[Named joint coordinates]

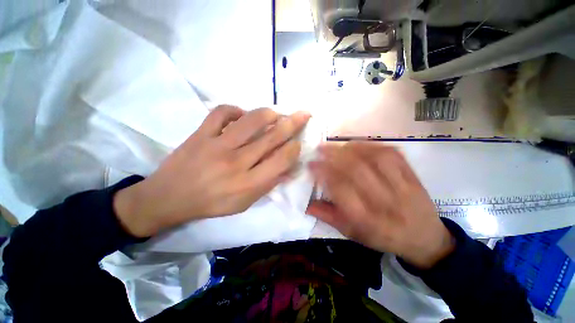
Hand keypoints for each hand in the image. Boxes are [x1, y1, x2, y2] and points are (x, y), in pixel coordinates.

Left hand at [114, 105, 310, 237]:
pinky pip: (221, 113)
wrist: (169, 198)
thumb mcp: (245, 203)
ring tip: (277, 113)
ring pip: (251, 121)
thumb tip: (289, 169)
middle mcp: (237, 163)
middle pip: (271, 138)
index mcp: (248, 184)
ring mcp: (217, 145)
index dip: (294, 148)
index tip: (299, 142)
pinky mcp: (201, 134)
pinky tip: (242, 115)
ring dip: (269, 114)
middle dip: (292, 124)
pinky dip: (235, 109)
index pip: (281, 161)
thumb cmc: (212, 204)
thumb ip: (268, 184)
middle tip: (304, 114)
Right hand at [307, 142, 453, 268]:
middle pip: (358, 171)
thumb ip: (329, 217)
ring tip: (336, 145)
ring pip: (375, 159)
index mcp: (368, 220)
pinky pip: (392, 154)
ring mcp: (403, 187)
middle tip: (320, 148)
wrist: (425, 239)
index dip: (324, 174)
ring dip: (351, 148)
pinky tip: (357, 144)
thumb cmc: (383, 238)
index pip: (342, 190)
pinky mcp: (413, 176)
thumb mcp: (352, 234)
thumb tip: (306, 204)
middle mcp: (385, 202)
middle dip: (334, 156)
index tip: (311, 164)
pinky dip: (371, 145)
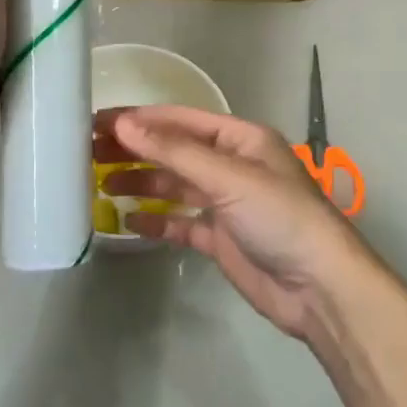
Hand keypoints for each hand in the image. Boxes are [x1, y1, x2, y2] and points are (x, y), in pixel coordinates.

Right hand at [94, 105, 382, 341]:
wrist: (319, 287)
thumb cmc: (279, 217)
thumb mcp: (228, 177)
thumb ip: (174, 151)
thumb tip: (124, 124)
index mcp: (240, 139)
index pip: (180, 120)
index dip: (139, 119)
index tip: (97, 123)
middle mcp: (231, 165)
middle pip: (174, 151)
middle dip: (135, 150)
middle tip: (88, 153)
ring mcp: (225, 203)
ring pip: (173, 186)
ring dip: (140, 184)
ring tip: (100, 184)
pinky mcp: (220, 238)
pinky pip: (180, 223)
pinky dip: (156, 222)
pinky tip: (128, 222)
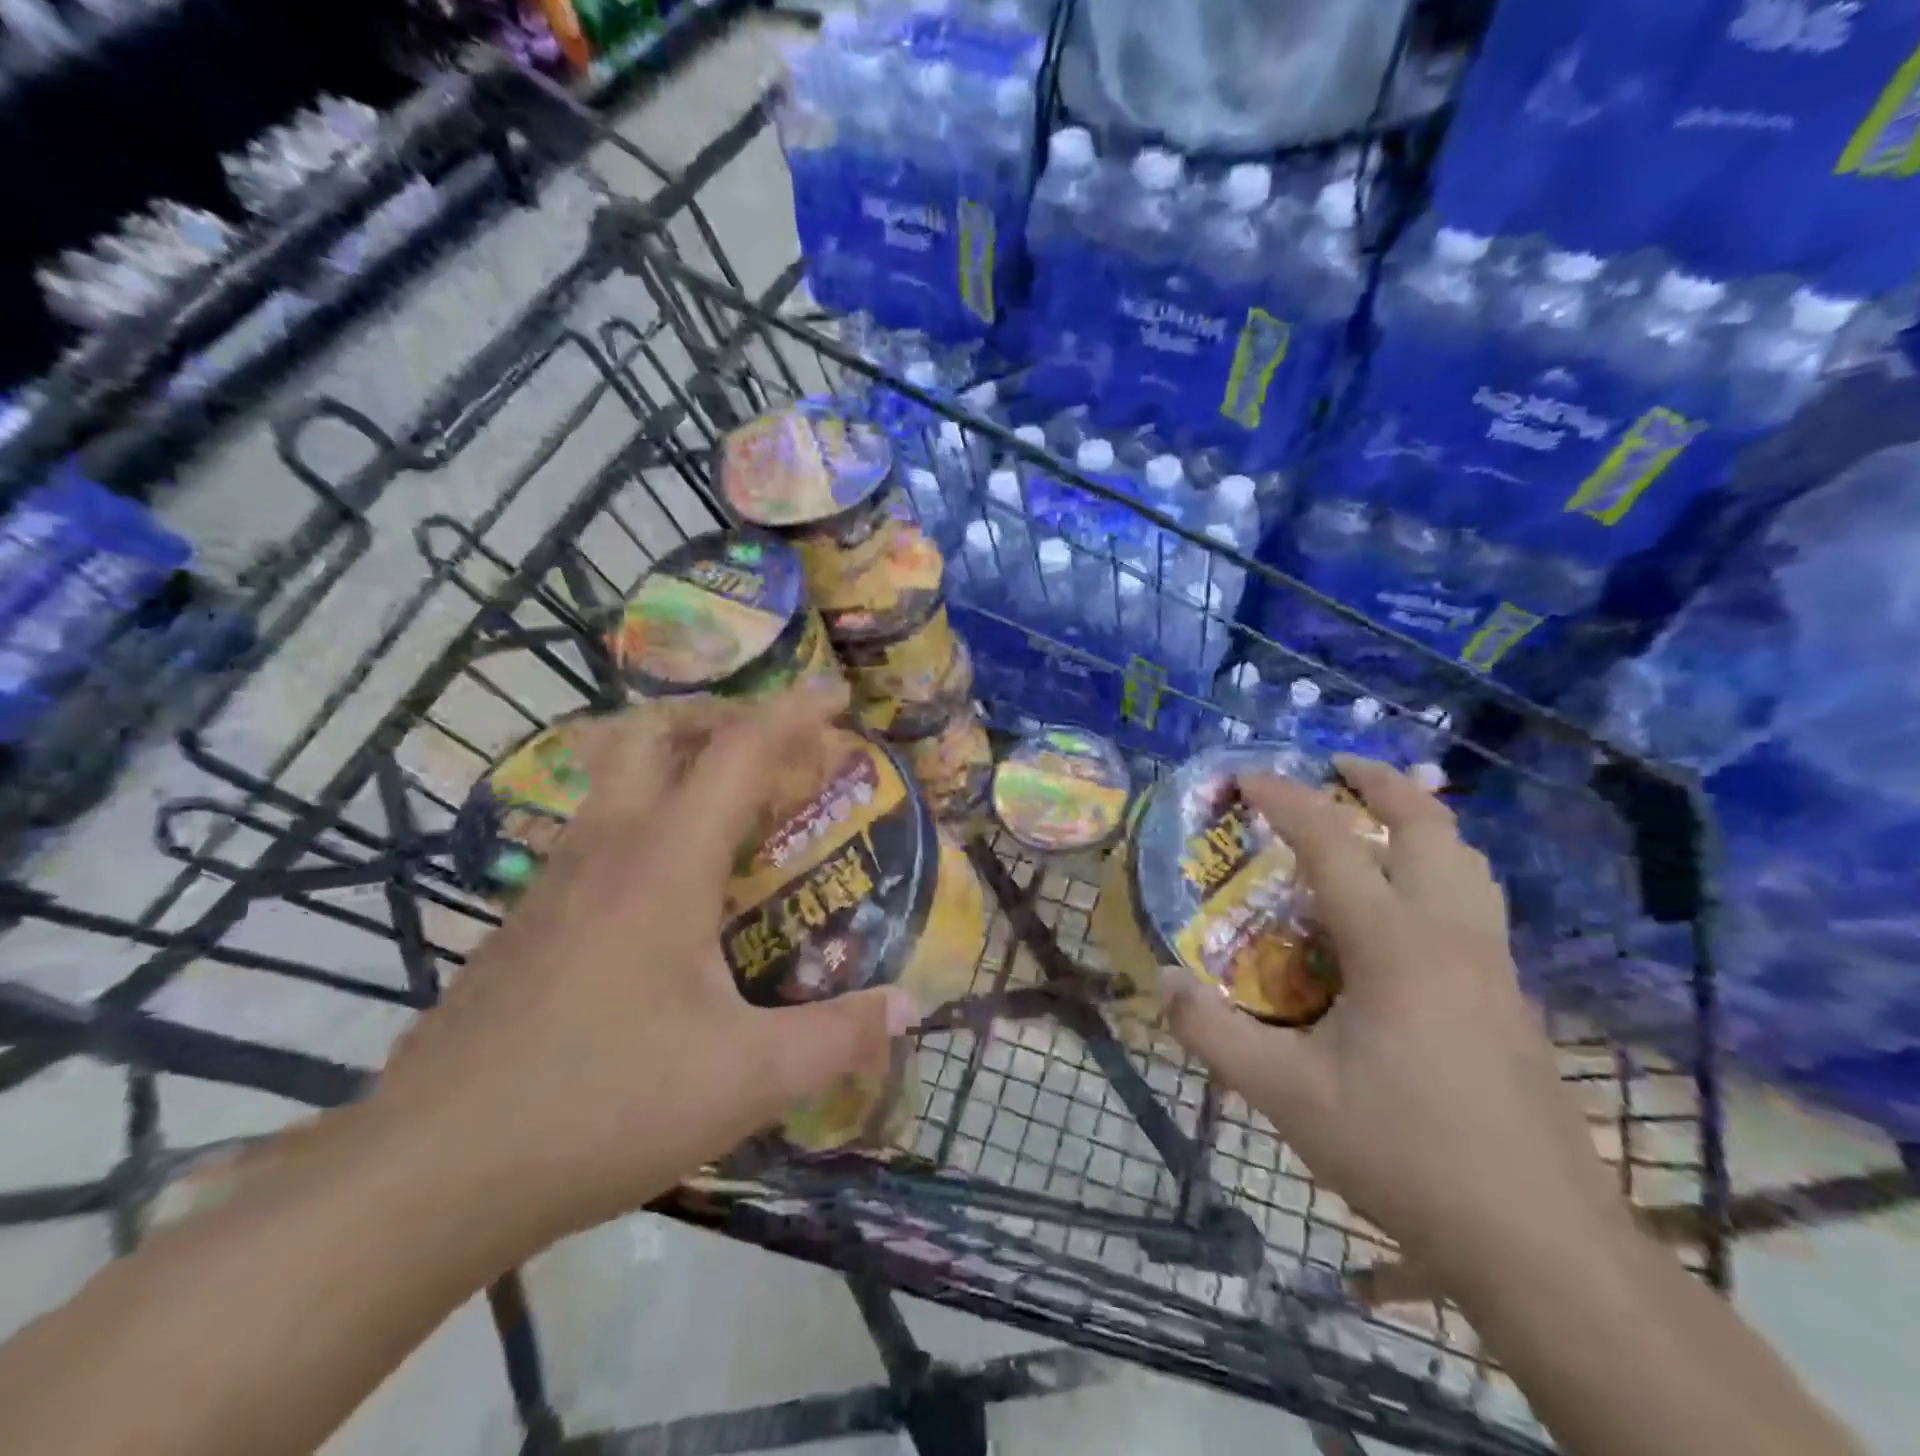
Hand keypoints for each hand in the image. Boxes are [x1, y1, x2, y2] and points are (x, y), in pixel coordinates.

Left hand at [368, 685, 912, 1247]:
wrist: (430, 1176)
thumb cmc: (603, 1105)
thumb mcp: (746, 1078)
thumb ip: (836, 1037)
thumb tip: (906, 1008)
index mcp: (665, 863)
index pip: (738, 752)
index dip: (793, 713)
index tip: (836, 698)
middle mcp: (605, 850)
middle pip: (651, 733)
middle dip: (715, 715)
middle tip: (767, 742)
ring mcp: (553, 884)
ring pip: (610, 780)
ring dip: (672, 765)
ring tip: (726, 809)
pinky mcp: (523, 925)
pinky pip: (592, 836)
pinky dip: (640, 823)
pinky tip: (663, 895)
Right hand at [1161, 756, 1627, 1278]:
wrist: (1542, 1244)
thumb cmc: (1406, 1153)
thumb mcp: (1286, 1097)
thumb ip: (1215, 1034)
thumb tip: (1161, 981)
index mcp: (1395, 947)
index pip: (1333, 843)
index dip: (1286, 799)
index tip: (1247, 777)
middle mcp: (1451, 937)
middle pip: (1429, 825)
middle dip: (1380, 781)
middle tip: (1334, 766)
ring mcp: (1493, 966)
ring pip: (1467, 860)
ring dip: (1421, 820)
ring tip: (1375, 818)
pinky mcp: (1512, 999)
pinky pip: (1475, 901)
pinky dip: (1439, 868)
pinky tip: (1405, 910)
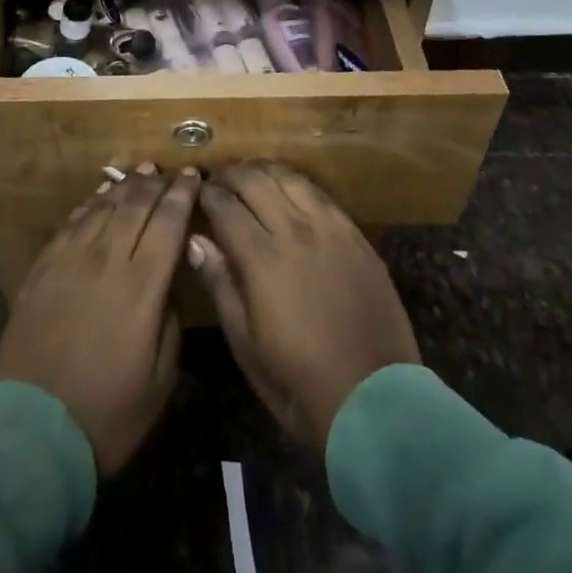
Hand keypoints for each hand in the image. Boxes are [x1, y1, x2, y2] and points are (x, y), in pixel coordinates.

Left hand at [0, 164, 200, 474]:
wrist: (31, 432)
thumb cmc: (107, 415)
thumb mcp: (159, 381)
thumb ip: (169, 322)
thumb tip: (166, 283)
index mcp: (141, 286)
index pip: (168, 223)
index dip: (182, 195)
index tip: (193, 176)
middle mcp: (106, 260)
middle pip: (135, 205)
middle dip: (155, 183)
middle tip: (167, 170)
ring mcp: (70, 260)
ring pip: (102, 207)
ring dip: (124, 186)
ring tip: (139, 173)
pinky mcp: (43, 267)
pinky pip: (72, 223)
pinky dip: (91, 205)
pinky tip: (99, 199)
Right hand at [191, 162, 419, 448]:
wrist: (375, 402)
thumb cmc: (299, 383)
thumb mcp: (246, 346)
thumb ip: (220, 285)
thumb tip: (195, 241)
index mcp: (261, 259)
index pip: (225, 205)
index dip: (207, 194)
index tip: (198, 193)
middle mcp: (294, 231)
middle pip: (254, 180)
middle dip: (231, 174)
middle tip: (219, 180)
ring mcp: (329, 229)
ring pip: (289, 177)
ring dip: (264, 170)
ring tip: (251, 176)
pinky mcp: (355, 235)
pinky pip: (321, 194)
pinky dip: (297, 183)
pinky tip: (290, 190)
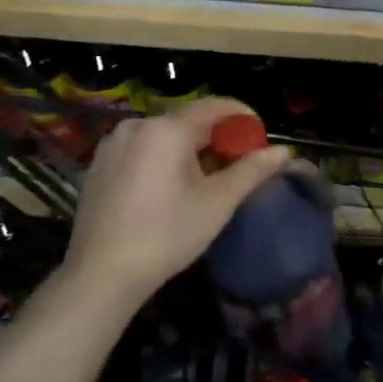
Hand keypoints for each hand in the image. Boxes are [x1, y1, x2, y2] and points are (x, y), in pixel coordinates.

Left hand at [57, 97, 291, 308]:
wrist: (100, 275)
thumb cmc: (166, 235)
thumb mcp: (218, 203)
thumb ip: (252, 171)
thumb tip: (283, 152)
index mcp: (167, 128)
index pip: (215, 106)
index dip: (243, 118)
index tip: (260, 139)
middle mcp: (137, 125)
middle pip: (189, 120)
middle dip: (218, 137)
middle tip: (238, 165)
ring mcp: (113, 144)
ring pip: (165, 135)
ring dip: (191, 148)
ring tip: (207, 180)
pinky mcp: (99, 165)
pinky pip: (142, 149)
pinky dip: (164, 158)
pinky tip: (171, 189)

Prompt: Repeat the data verbatim through the "index dip: (324, 174)" line, no pictures.

Written solution:
Hand keypoints for each hand in the image. Boxes are [x1, y1, x2, y2] and points are (x, y), in pixel coordinates.

Left hand at [114, 105, 310, 237]:
pinky pip: (221, 113)
wrist: (169, 198)
thumb mcp: (245, 203)
ring tip: (277, 113)
ring pip: (251, 121)
thumb tip: (289, 169)
middle mcp: (237, 163)
middle pip: (271, 138)
index mcp: (248, 184)
ring mcp: (217, 145)
index dip: (294, 148)
index tip: (299, 142)
pinky mcp: (201, 134)
pinky tip: (242, 115)
ring dip: (269, 114)
middle dip: (292, 124)
pinky dip: (235, 109)
index pip: (281, 161)
thumb cmc: (212, 204)
thumb ip: (268, 184)
middle tip: (304, 114)
Right hand at [307, 142, 453, 268]:
middle pip: (358, 171)
thumb ip: (329, 217)
ring tip: (336, 145)
ring pip: (375, 159)
index mcp: (368, 220)
pinky pip: (392, 154)
ring mcp: (403, 187)
middle tip: (320, 148)
wrist: (425, 239)
index dip: (324, 174)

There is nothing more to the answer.